0

I'm attempting to run the Dask-MPI "Getting Started" (http://mpi.dask.org/en/latest/) example in a fresh Anaconda environment.

I set up an environment using

conda create -n dask-mpi -c conda-forge python=3.7 dask-mpi
conda activate dask-mpi

Inside the environment, I run

mpirun -np 4 dask-mpi --scheduler-file ./scheduler.json

Then, from a python interpreter on the same machine (and in the same folder), I run

from dask.distributed import Client
client = Client(scheduler_file='/path/to/scheduler.json')

This results in the following error:

Traceback (most recent call last):
  File "<stdin>", line 1, in <module>
  File "/home/nleaf/anaconda3/envs/dask-mpi/lib/python3.7/site-packages/distributed/client.py", line 712, in __init__
    self.start(timeout=timeout)
  File "/home/nleaf/anaconda3/envs/dask-mpi/lib/python3.7/site-packages/distributed/client.py", line 858, in start
    sync(self.loop, self._start, **kwargs)
  File "/home/nleaf/anaconda3/envs/dask-mpi/lib/python3.7/site-packages/distributed/utils.py", line 331, in sync
    six.reraise(*error[0])
  File "/home/nleaf/anaconda3/envs/dask-mpi/lib/python3.7/site-packages/six.py", line 693, in reraise
    raise value
  File "/home/nleaf/anaconda3/envs/dask-mpi/lib/python3.7/site-packages/distributed/utils.py", line 316, in f
    result[0] = yield future
  File "/home/nleaf/anaconda3/envs/dask-mpi/lib/python3.7/site-packages/tornado/gen.py", line 729, in run
    value = future.result()
  File "/home/nleaf/anaconda3/envs/dask-mpi/lib/python3.7/site-packages/tornado/gen.py", line 736, in run
    yielded = self.gen.throw(*exc_info)  # type: ignore
  File "/home/nleaf/anaconda3/envs/dask-mpi/lib/python3.7/site-packages/distributed/client.py", line 954, in _start
    yield self._ensure_connected(timeout=timeout)
  File "/home/nleaf/anaconda3/envs/dask-mpi/lib/python3.7/site-packages/tornado/gen.py", line 729, in run
    value = future.result()
  File "/home/nleaf/anaconda3/envs/dask-mpi/lib/python3.7/site-packages/tornado/gen.py", line 736, in run
    yielded = self.gen.throw(*exc_info)  # type: ignore
  File "/home/nleaf/anaconda3/envs/dask-mpi/lib/python3.7/site-packages/distributed/client.py", line 1015, in _ensure_connected
    timedelta(seconds=timeout), self._update_scheduler_info()
  File "/home/nleaf/anaconda3/envs/dask-mpi/lib/python3.7/site-packages/tornado/gen.py", line 729, in run
    value = future.result()
tornado.util.TimeoutError: Timeout

The terminal that I ran dask-mpi from does not have any output which would indicate that something is trying to connect. I have verified that the port in question, 8786, is open. I've also verified via debugger that the client is getting the correct address from the scheduler file.

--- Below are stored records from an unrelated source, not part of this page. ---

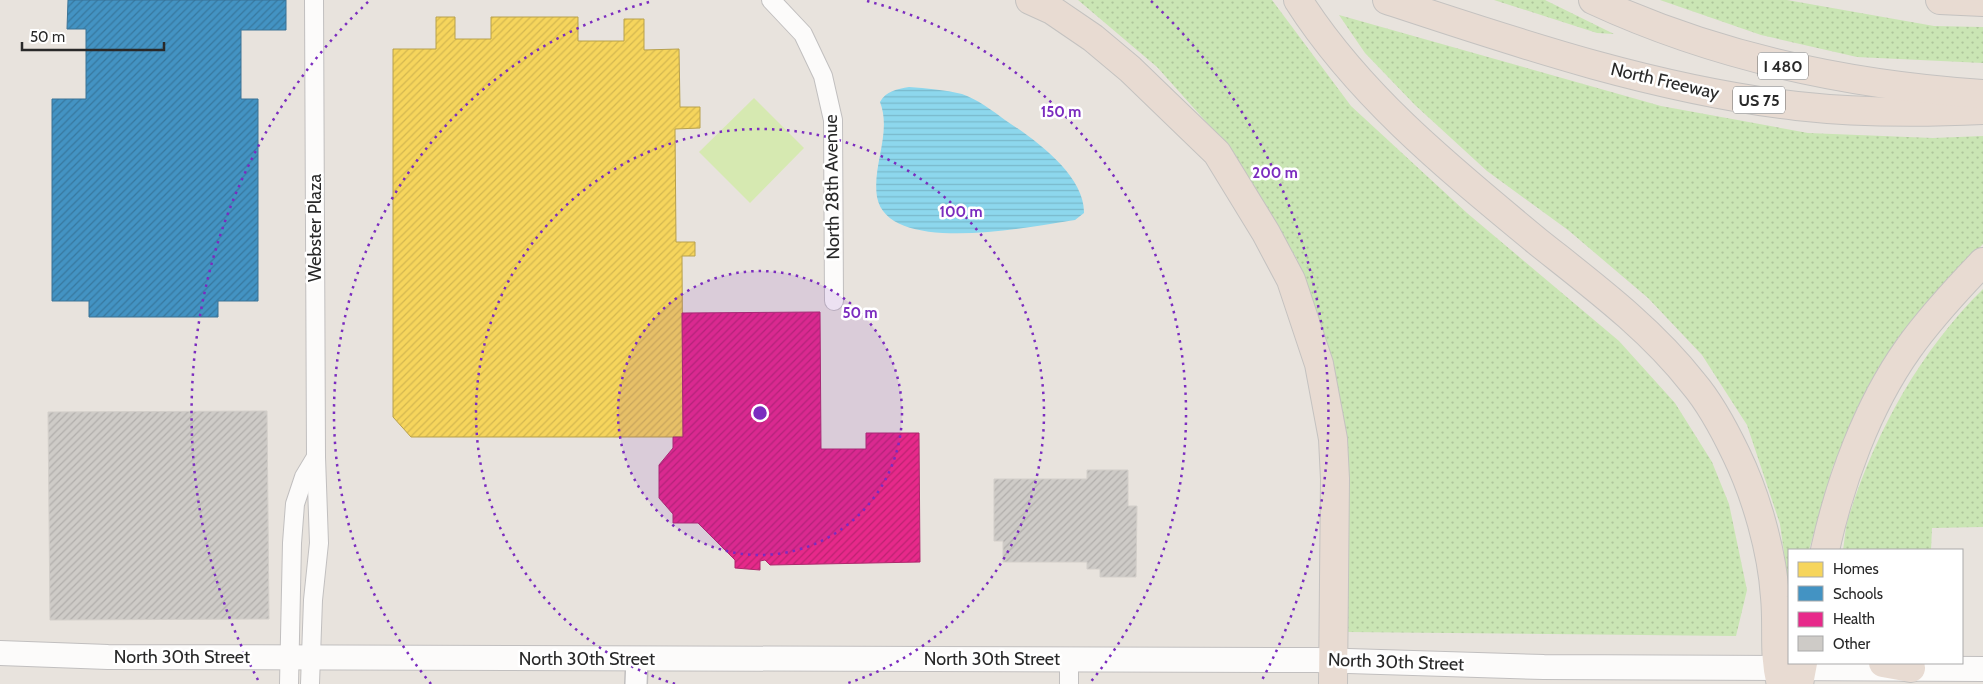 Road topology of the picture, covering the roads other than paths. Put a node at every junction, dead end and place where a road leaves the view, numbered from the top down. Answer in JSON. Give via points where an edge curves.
{"nodes":[{"id":1,"x":314,"y":0,"type":"edge"},
{"id":2,"x":771,"y":0,"type":"edge"},
{"id":3,"x":1030,"y":0,"type":"edge"},
{"id":4,"x":1298,"y":0,"type":"edge"},
{"id":5,"x":1386,"y":0,"type":"edge"},
{"id":6,"x":1593,"y":0,"type":"edge"},
{"id":7,"x":1940,"y":0,"type":"edge"},
{"id":8,"x":1983,"y":2,"type":"edge"},
{"id":9,"x":1983,"y":94,"type":"edge"},
{"id":10,"x":1983,"y":110,"type":"edge"},
{"id":11,"x":1983,"y":262,"type":"edge"},
{"id":12,"x":834,"y":301,"type":"dead end"},
{"id":13,"x":316,"y":457,"type":"junction"},
{"id":14,"x":1825,"y":549,"type":"edge"},
{"id":15,"x":1788,"y":652,"type":"edge"},
{"id":16,"x":0,"y":653,"type":"edge"},
{"id":17,"x":300,"y":657,"type":"junction"},
{"id":18,"x":637,"y":659,"type":"junction"},
{"id":19,"x":1069,"y":659,"type":"junction"},
{"id":20,"x":1889,"y":664,"type":"edge"},
{"id":21,"x":1911,"y":668,"type":"junction"},
{"id":22,"x":1983,"y":669,"type":"edge"},
{"id":23,"x":1333,"y":672,"type":"edge"},
{"id":24,"x":1793,"y":674,"type":"edge"},
{"id":25,"x":289,"y":684,"type":"edge"},
{"id":26,"x":310,"y":684,"type":"edge"},
{"id":27,"x":636,"y":684,"type":"edge"},
{"id":28,"x":1069,"y":684,"type":"edge"}],
"edges":[{"from":1,"to":13,"type":"street","name":"Webster Plaza"},
{"from":2,"to":12,"type":"street","name":"North 28th Avenue","via":[[803,34],[823,76],[833,120]]},
{"from":3,"to":23,"type":"highway","via":[[1052,10],[1100,44],[1217,153],[1291,280],[1319,364],[1333,439]]},
{"from":4,"to":15,"type":"highway","via":[[1344,60],[1398,120],[1489,202],[1633,320],[1693,383],[1715,413],[1737,456],[1756,507]]},
{"from":5,"to":10,"type":"highway","name":"North Freeway","number":"US 75","via":[[1596,65],[1726,95],[1866,112]]},
{"from":6,"to":9,"type":"highway","number":"I 480","via":[[1658,28],[1754,59],[1867,81]]},
{"from":7,"to":8,"type":"highway"},
{"from":11,"to":14,"type":"highway","via":[[1912,344],[1884,390],[1847,469]]},
{"from":13,"to":17,"type":"street","name":"Webster Plaza","via":[[319,555]]},
{"from":13,"to":17,"type":"street","name":"Webster Plaza","via":[[301,483],[295,504],[292,544]]},
{"from":16,"to":17,"type":"main road","name":"North 30th Street","via":[[108,657]]},
{"from":17,"to":18,"type":"main road","name":"North 30th Street"},
{"from":17,"to":25,"type":"street","name":"Webster Plaza"},
{"from":17,"to":26,"type":"street","name":"Webster Plaza"},
{"from":18,"to":19,"type":"main road","name":"North 30th Street"},
{"from":18,"to":27,"type":"street"},
{"from":19,"to":23,"type":"main road","name":"North 30th Street"},
{"from":19,"to":28,"type":"street"},
{"from":20,"to":21,"type":"highway"},
{"from":21,"to":22,"type":"main road","name":"North 30th Street"},
{"from":21,"to":24,"type":"main road","name":"North 30th Street"},
{"from":23,"to":24,"type":"main road","name":"North 30th Street","via":[[1544,667]]}]} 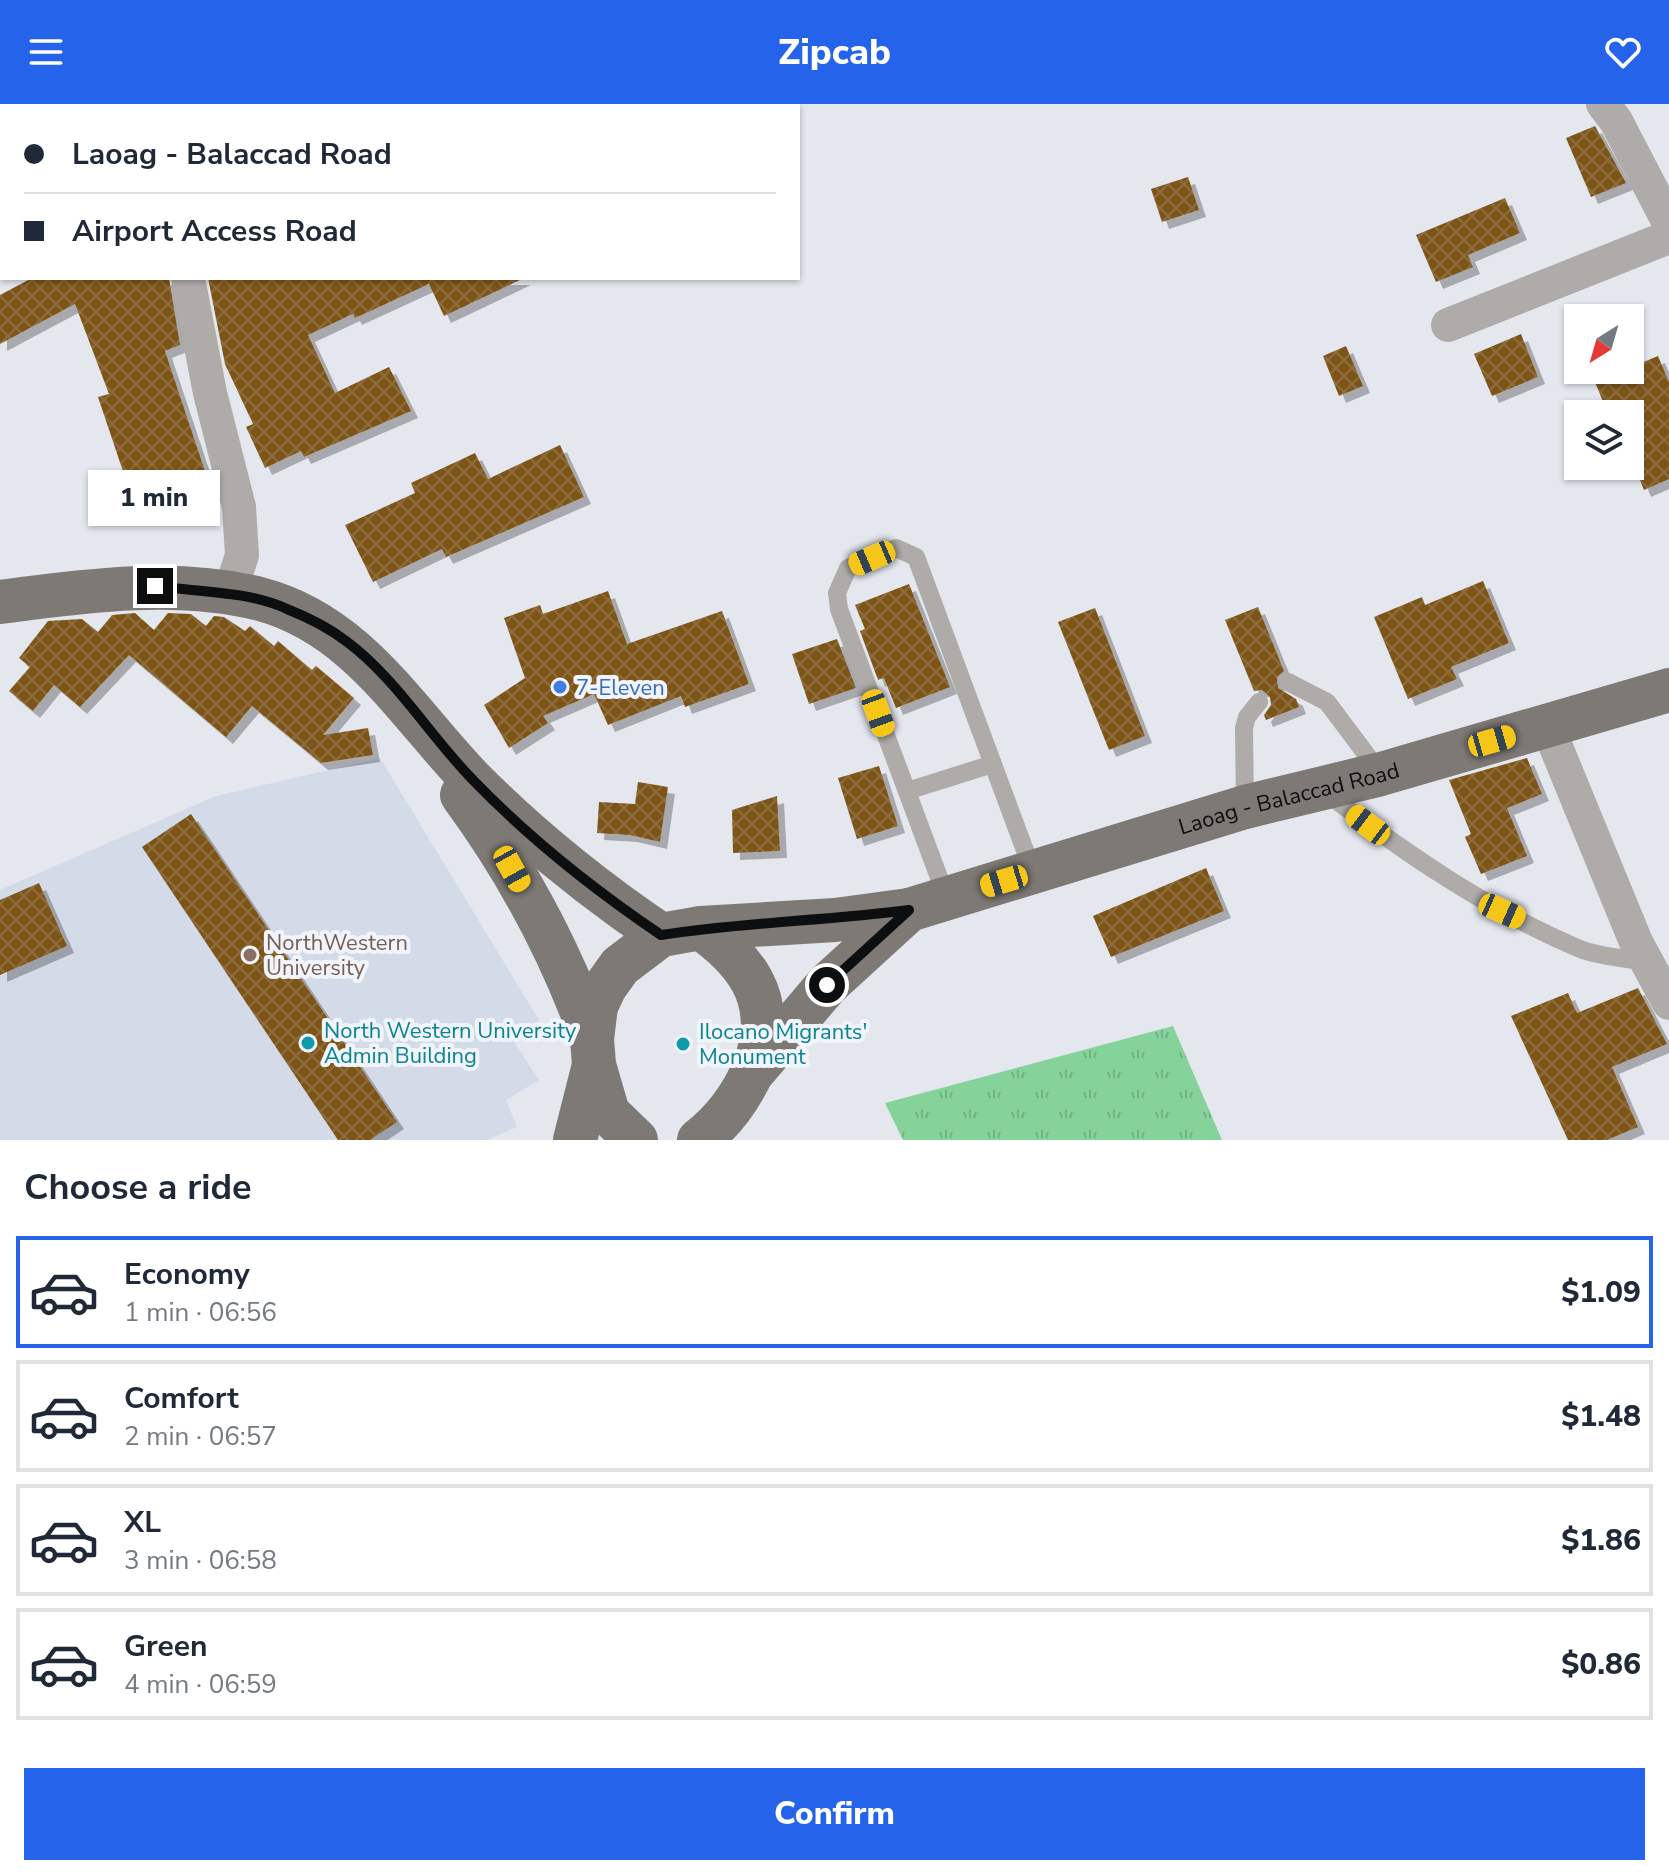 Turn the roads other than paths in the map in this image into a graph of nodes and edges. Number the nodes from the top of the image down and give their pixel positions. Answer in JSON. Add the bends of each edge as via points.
{"nodes":[{"id":1,"x":1603,"y":104,"type":"edge"},
{"id":2,"x":1669,"y":223,"type":"edge"},
{"id":3,"x":1669,"y":237,"type":"edge"},
{"id":4,"x":188,"y":280,"type":"edge"},
{"id":5,"x":1448,"y":325,"type":"dead end"},
{"id":6,"x":229,"y":596,"type":"junction"},
{"id":7,"x":0,"y":602,"type":"edge"},
{"id":8,"x":1288,"y":682,"type":"dead end"},
{"id":9,"x":1669,"y":690,"type":"edge"},
{"id":10,"x":1259,"y":702,"type":"dead end"},
{"id":11,"x":422,"y":722,"type":"junction"},
{"id":12,"x":1547,"y":725,"type":"junction"},
{"id":13,"x":993,"y":764,"type":"junction"},
{"id":14,"x":1381,"y":774,"type":"junction"},
{"id":15,"x":1320,"y":788,"type":"junction"},
{"id":16,"x":907,"y":791,"type":"junction"},
{"id":17,"x":1245,"y":807,"type":"junction"},
{"id":18,"x":1033,"y":872,"type":"junction"},
{"id":19,"x":928,"y":904,"type":"junction"},
{"id":20,"x":681,"y":932,"type":"junction"},
{"id":21,"x":1647,"y":962,"type":"junction"},
{"id":22,"x":1669,"y":1003,"type":"edge"},
{"id":23,"x":593,"y":1052,"type":"junction"},
{"id":24,"x":753,"y":1072,"type":"junction"},
{"id":25,"x":575,"y":1140,"type":"edge"},
{"id":26,"x":636,"y":1140,"type":"edge"},
{"id":27,"x":699,"y":1140,"type":"edge"}],
"edges":[{"from":1,"to":2,"type":"street"},
{"from":3,"to":5,"type":"street"},
{"from":4,"to":6,"type":"street","via":[[239,507],[242,555]]},
{"from":6,"to":7,"type":"main road","via":[[155,586]]},
{"from":6,"to":11,"type":"main road","via":[[285,607],[346,640]]},
{"from":8,"to":14,"type":"lane","via":[[1327,702]]},
{"from":9,"to":12,"type":"main road","name":"Laoag - Balaccad Road"},
{"from":10,"to":17,"type":"lane","via":[[1244,728]]},
{"from":11,"to":20,"type":"main road","via":[[548,852],[609,900]]},
{"from":11,"to":23,"type":"main road","via":[[453,783],[531,903],[572,985]]},
{"from":12,"to":14,"type":"main road","name":"Laoag - Balaccad Road"},
{"from":12,"to":21,"type":"street"},
{"from":13,"to":16,"type":"lane"},
{"from":13,"to":16,"type":"lane","via":[[916,557],[896,548],[848,568],[837,593]]},
{"from":13,"to":18,"type":"lane"},
{"from":14,"to":15,"type":"main road","name":"Laoag - Balaccad Road"},
{"from":15,"to":17,"type":"main road","name":"Laoag - Balaccad Road"},
{"from":15,"to":21,"type":"lane","via":[[1502,911],[1583,950]]},
{"from":16,"to":19,"type":"lane"},
{"from":17,"to":18,"type":"main road","name":"Laoag - Balaccad Road"},
{"from":18,"to":19,"type":"main road","name":"Laoag - Balaccad Road"},
{"from":19,"to":20,"type":"main road","name":"Laoag - Balaccad Road","via":[[835,920]]},
{"from":19,"to":24,"type":"main road","name":"Laoag - Balaccad Road","via":[[827,985]]},
{"from":20,"to":23,"type":"main road","via":[[620,966],[596,1006]]},
{"from":20,"to":24,"type":"main road","via":[[725,946],[754,984],[761,1011]]},
{"from":21,"to":22,"type":"street"},
{"from":23,"to":25,"type":"main road"},
{"from":23,"to":26,"type":"main road","via":[[608,1113]]},
{"from":24,"to":27,"type":"main road","name":"Laoag - Balaccad Road","via":[[730,1108]]}]}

I've tried this in quite a few different environments and on a few different machines, including a fresh Ubuntu 18.04 docker container. I'm completely at a loss for what steps I might be missing.

nleaf
  • 58
  • 3

1 Answers1

0

It turns out this was due to an error in newer versions of dask.distributed (1.25.3) which broke the behavior of dask-mpi. This seems to be fixed as of dask-mpi 1.0.3 (https://github.com/dask/dask-mpi/releases/tag/1.0.3).

nleaf
  • 58
  • 3